The late 70's and the 80's were, in some way, the "golden age" of eastern kung-fu movies (mainly those made in Hong Kong and China.) These movies are often quite "campy" to the extreme, with severe over-acting, very simplistic plots, and lots and lots of over the top fight choreography (although exceptions to all these "flaws" exist, of course.)

There's one distinguishing feature in most (although admittedly not all) of these movies: All the fights are "real" in the sense that they are 100% fight choreography without any external aids or camera trickery. In other words, what you see on film is exactly what the actors / martial artists did in real life. Sure, it's usually not any "real fighting" in any sensible way (because it's often very over the top and choreographed), but everything is done "for real". These fight scenes are really fun to watch.

For some reason this art seems to have been lost. The vast majority of Chinese "kung fu movies" nowadays use wires (removed in post-production) and other aids to "enhance" the choreography to completely unrealistic levels. (This is called, often derogatorily, "wire-fu".) It seems that it has become the norm. And I really detest it. It makes the fights look completely unrealistic and unnatural. In other words, it breaks willing suspension of disbelief too much for comfort.
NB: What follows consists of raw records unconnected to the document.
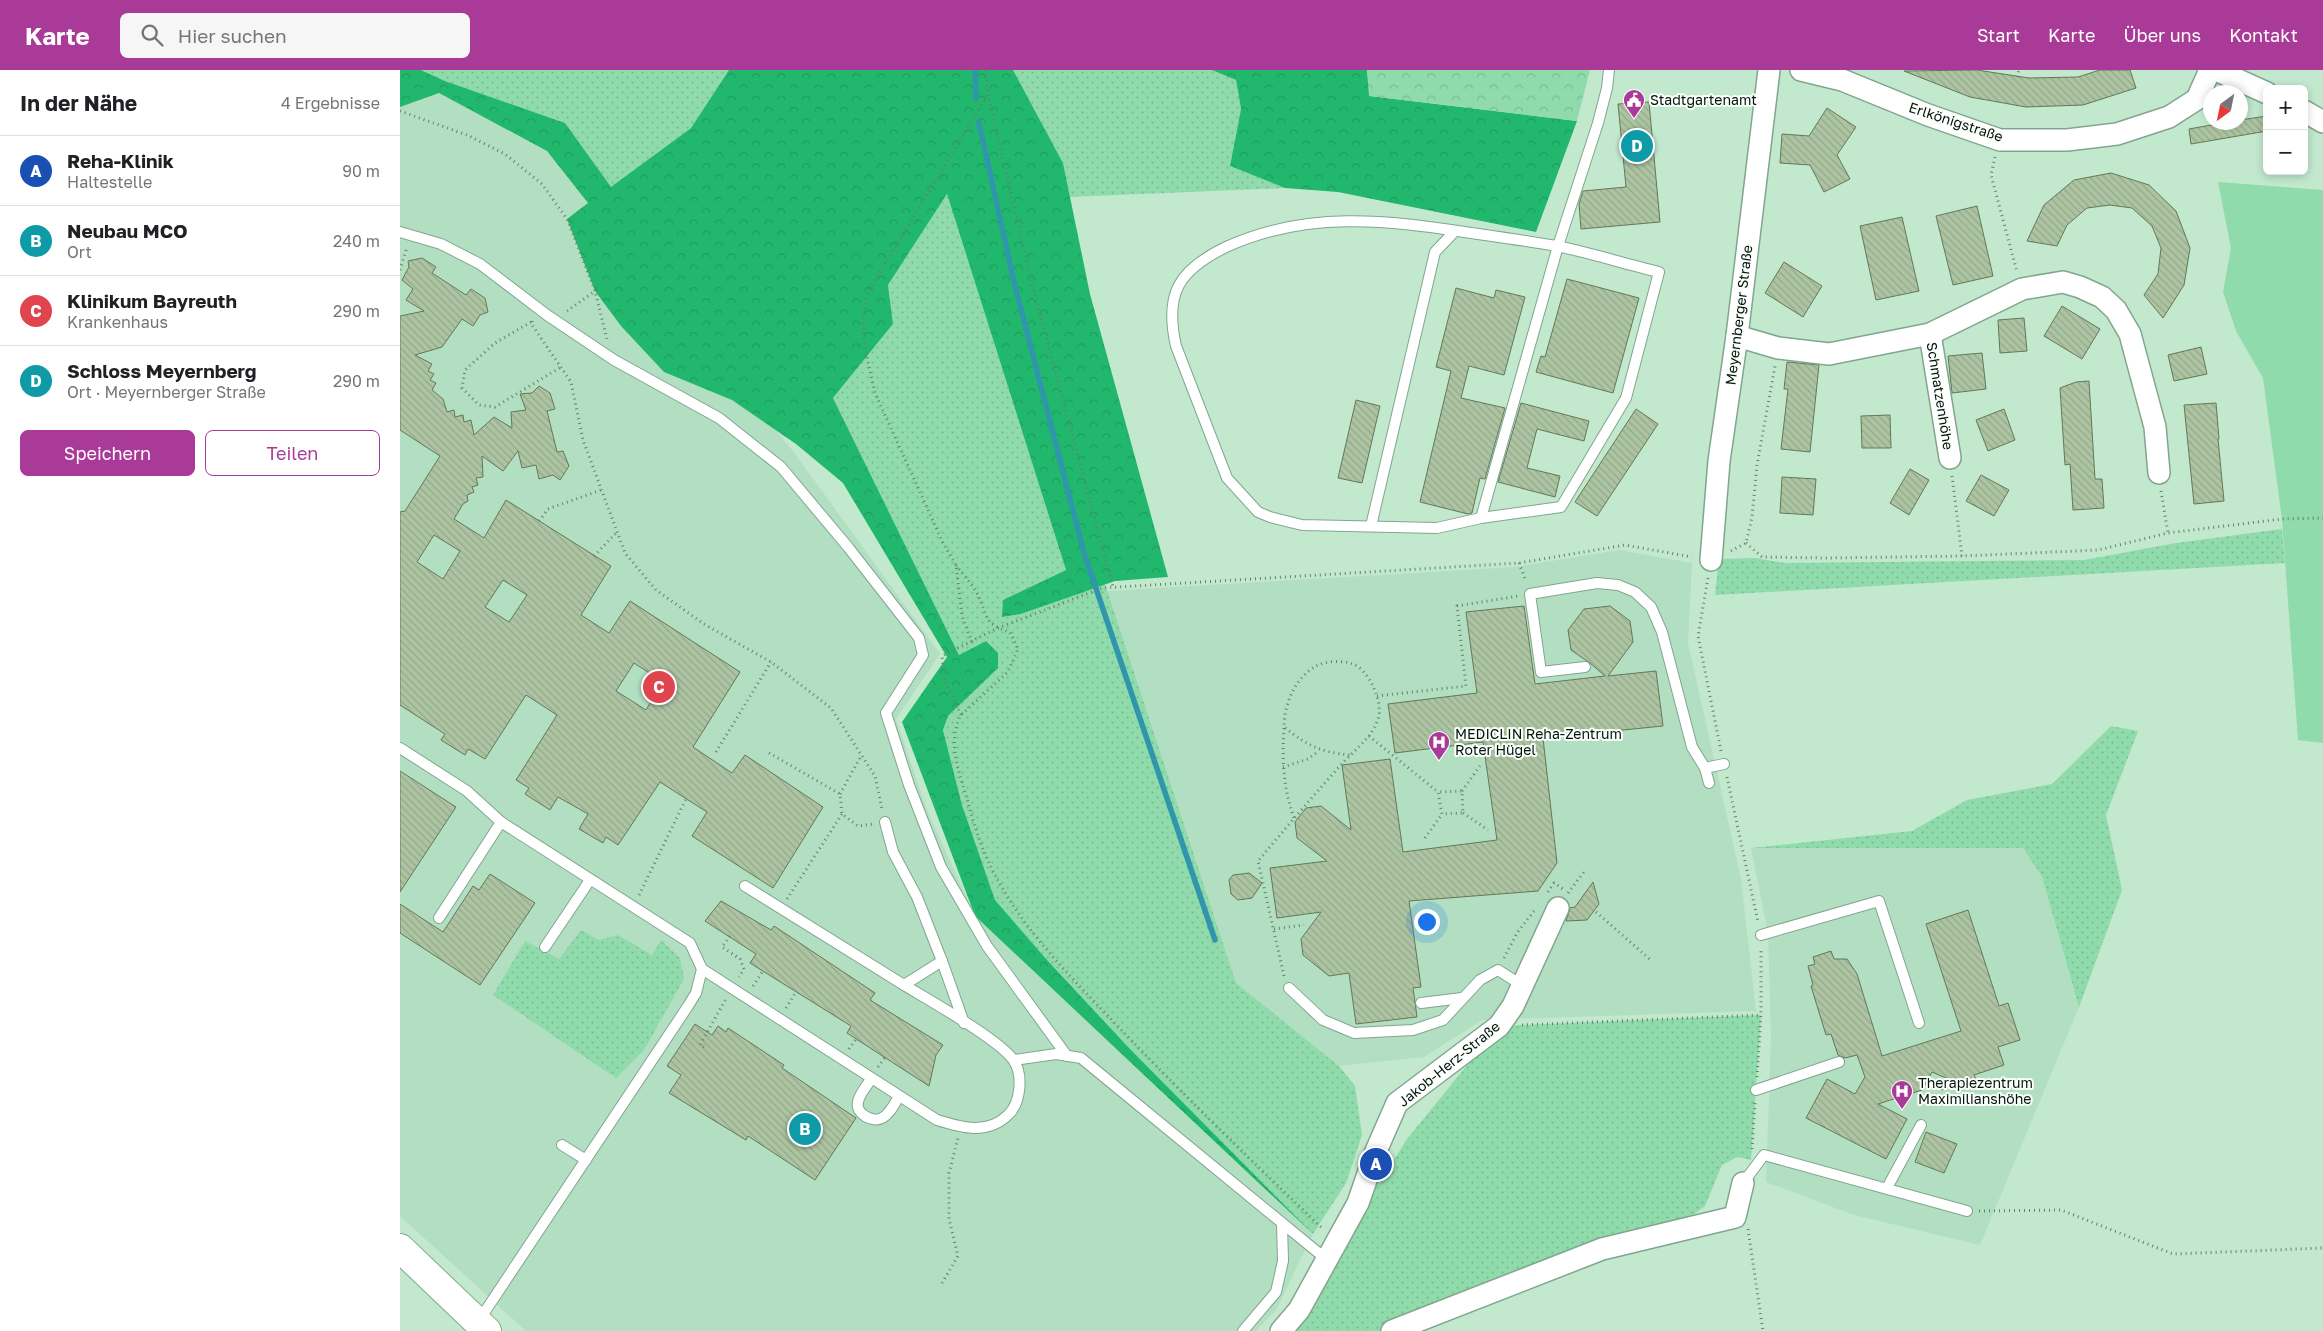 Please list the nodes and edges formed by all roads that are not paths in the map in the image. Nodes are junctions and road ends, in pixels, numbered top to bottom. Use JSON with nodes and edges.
{"nodes":[{"id":1,"x":1608,"y":70,"type":"edge"},
{"id":2,"x":1769,"y":70,"type":"edge"},
{"id":3,"x":1801,"y":70,"type":"edge"},
{"id":4,"x":2210,"y":70,"type":"edge"},
{"id":5,"x":2216,"y":70,"type":"edge"},
{"id":6,"x":2263,"y":91,"type":"edge"},
{"id":7,"x":2308,"y":113,"type":"edge"},
{"id":8,"x":2323,"y":122,"type":"edge"},
{"id":9,"x":1455,"y":231,"type":"junction"},
{"id":10,"x":400,"y":232,"type":"edge"},
{"id":11,"x":1558,"y":246,"type":"junction"},
{"id":12,"x":1930,"y":334,"type":"junction"},
{"id":13,"x":1737,"y":336,"type":"junction"},
{"id":14,"x":1950,"y":458,"type":"road end"},
{"id":15,"x":2159,"y":473,"type":"road end"},
{"id":16,"x":1481,"y":518,"type":"junction"},
{"id":17,"x":1371,"y":526,"type":"junction"},
{"id":18,"x":1710,"y":560,"type":"road end"},
{"id":19,"x":1585,"y":667,"type":"dead end"},
{"id":20,"x":400,"y":748,"type":"edge"},
{"id":21,"x":1724,"y":764,"type":"road end"},
{"id":22,"x":1706,"y":768,"type":"junction"},
{"id":23,"x":1709,"y":783,"type":"dead end"},
{"id":24,"x":501,"y":822,"type":"junction"},
{"id":25,"x":885,"y":822,"type":"road end"},
{"id":26,"x":590,"y":880,"type":"junction"},
{"id":27,"x":745,"y":886,"type":"dead end"},
{"id":28,"x":1558,"y":908,"type":"road end"},
{"id":29,"x":439,"y":918,"type":"dead end"},
{"id":30,"x":1761,"y":935,"type":"road end"},
{"id":31,"x":545,"y":946,"type":"dead end"},
{"id":32,"x":942,"y":961,"type":"junction"},
{"id":33,"x":702,"y":970,"type":"junction"},
{"id":34,"x":904,"y":985,"type":"junction"},
{"id":35,"x":1523,"y":986,"type":"junction"},
{"id":36,"x":1289,"y":988,"type":"road end"},
{"id":37,"x":1462,"y":998,"type":"junction"},
{"id":38,"x":1421,"y":1003,"type":"dead end"},
{"id":39,"x":964,"y":1023,"type":"junction"},
{"id":40,"x":1919,"y":1023,"type":"dead end"},
{"id":41,"x":1067,"y":1056,"type":"junction"},
{"id":42,"x":1014,"y":1060,"type":"junction"},
{"id":43,"x":1839,"y":1062,"type":"dead end"},
{"id":44,"x":871,"y":1079,"type":"junction"},
{"id":45,"x":1756,"y":1090,"type":"road end"},
{"id":46,"x":899,"y":1096,"type":"junction"},
{"id":47,"x":1921,"y":1125,"type":"dead end"},
{"id":48,"x":562,"y":1145,"type":"dead end"},
{"id":49,"x":586,"y":1160,"type":"junction"},
{"id":50,"x":1744,"y":1184,"type":"joint"},
{"id":51,"x":1887,"y":1188,"type":"junction"},
{"id":52,"x":1967,"y":1211,"type":"road end"},
{"id":53,"x":1282,"y":1224,"type":"junction"},
{"id":54,"x":400,"y":1248,"type":"edge"},
{"id":55,"x":1331,"y":1251,"type":"junction"},
{"id":56,"x":482,"y":1327,"type":"edge"},
{"id":57,"x":1287,"y":1329,"type":"edge"},
{"id":58,"x":1243,"y":1331,"type":"edge"},
{"id":59,"x":1392,"y":1331,"type":"edge"}],
"edges":[{"from":1,"to":11,"type":"lane"},
{"from":2,"to":13,"type":"street","name":"Meyernberger Straße"},
{"from":3,"to":4,"type":"street","name":"Erlkönigstraße"},
{"from":5,"to":6,"type":"street"},
{"from":7,"to":8,"type":"street"},
{"from":9,"to":11,"type":"lane"},
{"from":9,"to":17,"type":"lane"},
{"from":9,"to":17,"type":"lane"},
{"from":10,"to":41,"type":"lane"},
{"from":11,"to":16,"type":"lane"},
{"from":11,"to":16,"type":"lane"},
{"from":12,"to":13,"type":"street","name":"Schmatzenhöhe"},
{"from":12,"to":14,"type":"street","name":"Schmatzenhöhe"},
{"from":12,"to":15,"type":"street","name":"Schmatzenhöhe"},
{"from":13,"to":18,"type":"street","name":"Meyernberger Straße"},
{"from":16,"to":17,"type":"lane"},
{"from":19,"to":22,"type":"lane"},
{"from":20,"to":24,"type":"lane"},
{"from":21,"to":22,"type":"lane"},
{"from":22,"to":23,"type":"lane"},
{"from":24,"to":26,"type":"lane"},
{"from":24,"to":29,"type":"lane"},
{"from":25,"to":32,"type":"lane"},
{"from":26,"to":31,"type":"lane"},
{"from":26,"to":33,"type":"lane"},
{"from":27,"to":34,"type":"lane"},
{"from":28,"to":35,"type":"street","name":"Jakob-Herz-Straße"},
{"from":30,"to":40,"type":"lane"},
{"from":32,"to":34,"type":"lane"},
{"from":32,"to":39,"type":"lane"},
{"from":33,"to":44,"type":"lane"},
{"from":33,"to":49,"type":"lane"},
{"from":34,"to":39,"type":"lane"},
{"from":35,"to":37,"type":"lane"},
{"from":35,"to":55,"type":"street","name":"Jakob-Herz-Straße"},
{"from":36,"to":37,"type":"lane"},
{"from":37,"to":38,"type":"lane"},
{"from":39,"to":42,"type":"lane"},
{"from":41,"to":42,"type":"lane"},
{"from":41,"to":53,"type":"lane"},
{"from":42,"to":46,"type":"lane"},
{"from":43,"to":45,"type":"lane"},
{"from":44,"to":46,"type":"lane"},
{"from":44,"to":46,"type":"lane"},
{"from":47,"to":51,"type":"lane"},
{"from":48,"to":49,"type":"lane"},
{"from":49,"to":56,"type":"lane"},
{"from":50,"to":51,"type":"lane"},
{"from":50,"to":59,"type":"street"},
{"from":51,"to":52,"type":"lane"},
{"from":53,"to":55,"type":"lane"},
{"from":53,"to":58,"type":"lane"},
{"from":54,"to":56,"type":"street"},
{"from":55,"to":57,"type":"street","name":"Jakob-Herz-Straße"}]} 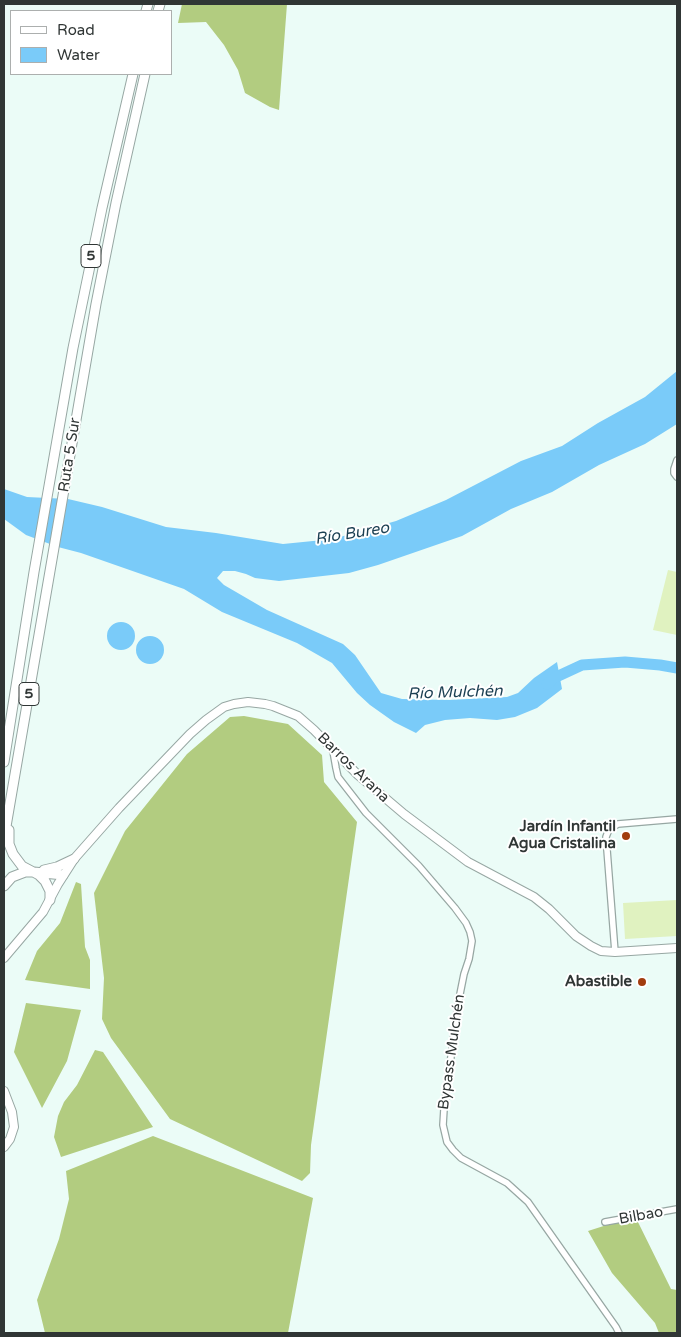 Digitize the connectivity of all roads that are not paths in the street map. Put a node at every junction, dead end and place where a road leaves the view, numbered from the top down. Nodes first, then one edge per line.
1 (133, 75) edge
2 (145, 75) edge
3 (677, 460) edge
4 (677, 477) edge
5 (333, 751) junction
6 (4, 762) edge
7 (8, 813) junction
8 (677, 819) edge
9 (4, 838) edge
10 (74, 859) junction
11 (34, 872) junction
12 (63, 875) junction
13 (4, 886) edge
14 (50, 900) junction
15 (677, 948) edge
16 (615, 952) junction
17 (4, 958) edge
18 (4, 1091) edge
19 (4, 1147) edge
20 (677, 1209) edge
21 (605, 1222) dead end
22 (619, 1333) edge

1 - 6 highway, Ruta 5 Sur / 5
2 - 7 highway, Ruta 5 Sur / 5
3 - 4 street
5 - 10 main road, Barros Arana
5 - 16 main road, Barros Arana
5 - 22 street, Bypass Mulchén
7 - 9 highway, Ruta 5 Sur / 5
7 - 11 highway
8 - 16 street
10 - 11 highway
10 - 12 main road, Barros Arana
11 - 12 highway
11 - 13 highway
11 - 14 highway
12 - 14 main road, Barros Arana
14 - 17 main road, Barros Arana
15 - 16 main road, Barros Arana
18 - 19 main road
20 - 21 street, Bilbao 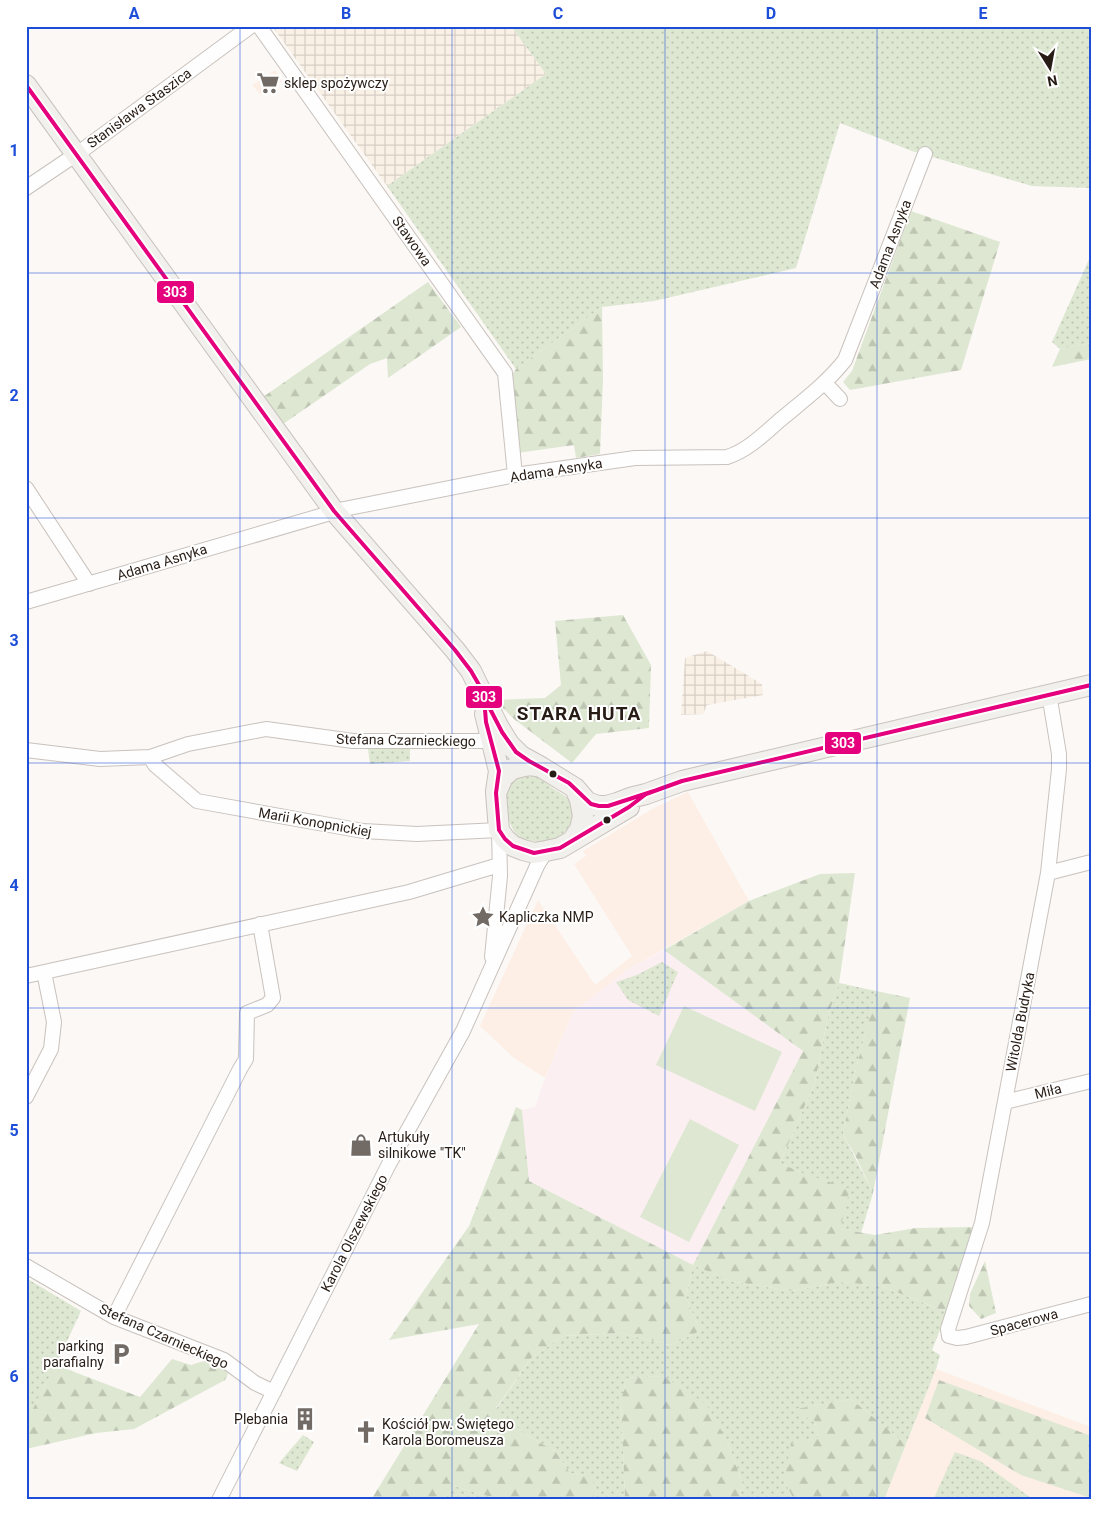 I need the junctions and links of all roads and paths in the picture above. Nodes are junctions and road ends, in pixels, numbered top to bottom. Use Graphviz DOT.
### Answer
graph roads {
  1 [pos="251,26"];
  2 [pos="258,26"];
  3 [pos="26,85"];
  4 [pos="76,154"];
  5 [pos="925,154"];
  6 [pos="26,188"];
  7 [pos="825,383"];
  8 [pos="840,399"];
  9 [pos="514,475"];
  10 [pos="26,488"];
  11 [pos="334,511"];
  12 [pos="89,584"];
  13 [pos="26,602"];
  14 [pos="1091,684"];
  15 [pos="1049,694"];
  16 [pos="500,742"];
  17 [pos="26,750"];
  18 [pos="150,757"];
  19 [pos="541,767"];
  20 [pos="575,788"];
  21 [pos="496,793"];
  22 [pos="646,794"];
  23 [pos="499,830"];
  24 [pos="572,841"];
  25 [pos="546,851"];
  26 [pos="1091,862"];
  27 [pos="500,865"];
  28 [pos="1048,873"];
  29 [pos="260,924"];
  30 [pos="491,968"];
  31 [pos="44,972"];
  32 [pos="26,976"];
  33 [pos="1091,1081"];
  34 [pos="26,1097"];
  35 [pos="1005,1102"];
  36 [pos="26,1266"];
  37 [pos="1091,1304"];
  38 [pos="114,1317"];
  39 [pos="957,1338"];
  40 [pos="274,1392"];
  41 [pos="219,1500"];
  1 -- 4 [label="street, Stanisława Staszica"];
  2 -- 9 [label="street, Stawowa"];
  3 -- 4 [label="street"];
  4 -- 6 [label="street, Stanisława Staszica"];
  4 -- 11 [label="street"];
  5 -- 7 [label="street, Adama Asnyka"];
  7 -- 8 [label="street"];
  7 -- 9 [label="street, Adama Asnyka"];
  9 -- 11 [label="street, Adama Asnyka"];
  10 -- 12 [label="street"];
  11 -- 12 [label="street, Adama Asnyka"];
  11 -- 16 [label="street"];
  12 -- 13 [label="street, Adama Asnyka"];
  14 -- 15 [label="street"];
  15 -- 22 [label="street"];
  15 -- 28 [label="street, Witolda Budryka"];
  16 -- 18 [label="street, Stefana Czarnieckiego"];
  16 -- 19 [label="street"];
  16 -- 21 [label="street"];
  17 -- 18 [label="street, Stefana Czarnieckiego"];
  18 -- 23 [label="street, Marii Konopnickiej"];
  19 -- 20 [label="street"];
  19 -- 21 [label="street"];
  20 -- 22 [label="street"];
  20 -- 24 [label="street"];
  21 -- 23 [label="street"];
  22 -- 24 [label="street"];
  23 -- 25 [label="street"];
  23 -- 27 [label="street, Karola Olszewskiego"];
  24 -- 25 [label="street"];
  25 -- 30 [label="street, Karola Olszewskiego"];
  26 -- 28 [label="street"];
  27 -- 29 [label="street"];
  27 -- 30 [label="street, Karola Olszewskiego"];
  28 -- 35 [label="street, Witolda Budryka"];
  29 -- 31 [label="street"];
  29 -- 38 [label="street"];
  30 -- 40 [label="street, Karola Olszewskiego"];
  31 -- 32 [label="street"];
  31 -- 34 [label="street"];
  33 -- 35 [label="street, Miła"];
  35 -- 39 [label="street, Witolda Budryka"];
  36 -- 38 [label="street, Stefana Czarnieckiego"];
  37 -- 39 [label="street, Spacerowa"];
  38 -- 40 [label="street, Stefana Czarnieckiego"];
  40 -- 41 [label="street, Karola Olszewskiego"];
}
It ruins the fight scenes.

I am willing to give a pass to movies that are clearly more in the realm of fantasy, such as Crouching Tiger, Hidden Dragon. But not to movies that are supposed to be "realistic".

Perhaps the most egregious offender in recent times is the 2008 movie Ip Man, which is a semi-biographical movie based on the life of Yip Man, a grandmaster of the martial art Wing Chun and master of Bruce Lee. The wire-fu just ruins the movie for me.

That's not to say there aren't any modern kung-fu movies with 100% "real" choreography. It's just that way too many of them use wire-fu.